(DATA EXTRACTS begins)

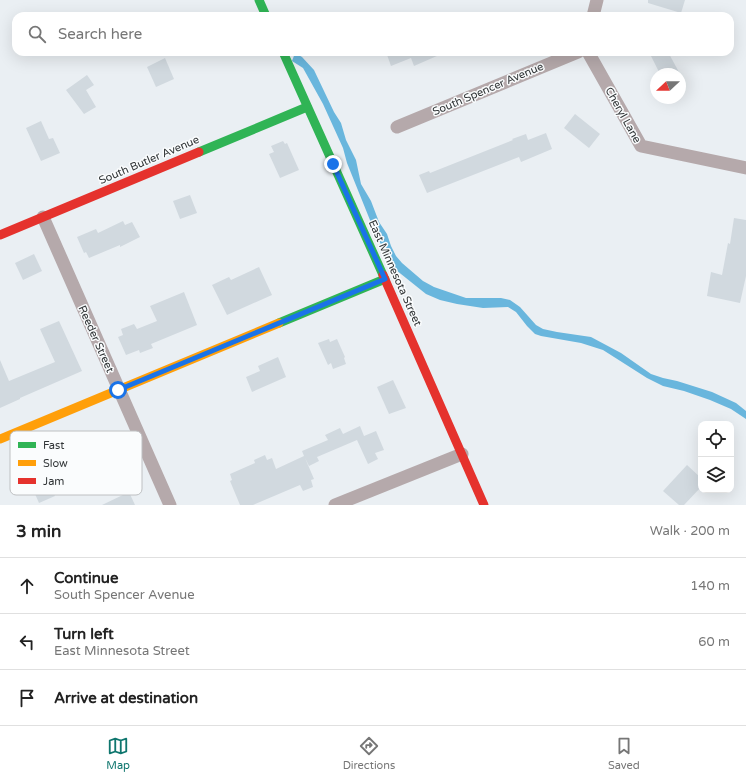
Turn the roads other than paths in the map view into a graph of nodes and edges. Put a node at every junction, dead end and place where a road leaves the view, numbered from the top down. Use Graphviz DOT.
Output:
graph roads {
  1 [pos="259,0"];
  2 [pos="597,0"];
  3 [pos="264,12"];
  4 [pos="594,12"];
  5 [pos="284,56"];
  6 [pos="568,56"];
  7 [pos="590,56"];
  8 [pos="307,107"];
  9 [pos="397,127"];
  10 [pos="746,168"];
  11 [pos="43,217"];
  12 [pos="0,235"];
  13 [pos="385,279"];
  14 [pos="118,390"];
  15 [pos="19,431"];
  16 [pos="137,431"];
  17 [pos="10,435"];
  18 [pos="0,439"];
  19 [pos="142,443"];
  20 [pos="462,454"];
  21 [pos="170,505"];
  22 [pos="335,505"];
  23 [pos="484,505"];
  1 -- 3 [label="street"];
  2 -- 4 [label="street"];
  5 -- 8 [label="street, East Minnesota Street"];
  6 -- 9 [label="street, South Spencer Avenue"];
  7 -- 10 [label="street, Cheryl Lane"];
  8 -- 11 [label="street, South Butler Avenue"];
  8 -- 13 [label="street, East Minnesota Street"];
  11 -- 12 [label="street, South Butler Avenue"];
  11 -- 14 [label="street, Reeder Street"];
  13 -- 14 [label="street"];
  13 -- 20 [label="street, East Minnesota Street"];
  14 -- 15 [label="street"];
  14 -- 16 [label="street, Reeder Street"];
  17 -- 18 [label="street"];
  19 -- 21 [label="street, Reeder Street"];
  20 -- 22 [label="street"];
  20 -- 23 [label="street, East Minnesota Street"];
}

(DATA EXTRACTS ends)

## WHAT YOU NEED TO DO
The listing above is to be written out again exactly, with its pictures omitted.

## RESPONSE FOR THIS EXERCISE
Turn the roads other than paths in the map view into a graph of nodes and edges. Put a node at every junction, dead end and place where a road leaves the view, numbered from the top down. Use Graphviz DOT.
Output:
graph roads {
  1 [pos="259,0"];
  2 [pos="597,0"];
  3 [pos="264,12"];
  4 [pos="594,12"];
  5 [pos="284,56"];
  6 [pos="568,56"];
  7 [pos="590,56"];
  8 [pos="307,107"];
  9 [pos="397,127"];
  10 [pos="746,168"];
  11 [pos="43,217"];
  12 [pos="0,235"];
  13 [pos="385,279"];
  14 [pos="118,390"];
  15 [pos="19,431"];
  16 [pos="137,431"];
  17 [pos="10,435"];
  18 [pos="0,439"];
  19 [pos="142,443"];
  20 [pos="462,454"];
  21 [pos="170,505"];
  22 [pos="335,505"];
  23 [pos="484,505"];
  1 -- 3 [label="street"];
  2 -- 4 [label="street"];
  5 -- 8 [label="street, East Minnesota Street"];
  6 -- 9 [label="street, South Spencer Avenue"];
  7 -- 10 [label="street, Cheryl Lane"];
  8 -- 11 [label="street, South Butler Avenue"];
  8 -- 13 [label="street, East Minnesota Street"];
  11 -- 12 [label="street, South Butler Avenue"];
  11 -- 14 [label="street, Reeder Street"];
  13 -- 14 [label="street"];
  13 -- 20 [label="street, East Minnesota Street"];
  14 -- 15 [label="street"];
  14 -- 16 [label="street, Reeder Street"];
  17 -- 18 [label="street"];
  19 -- 21 [label="street, Reeder Street"];
  20 -- 22 [label="street"];
  20 -- 23 [label="street, East Minnesota Street"];
}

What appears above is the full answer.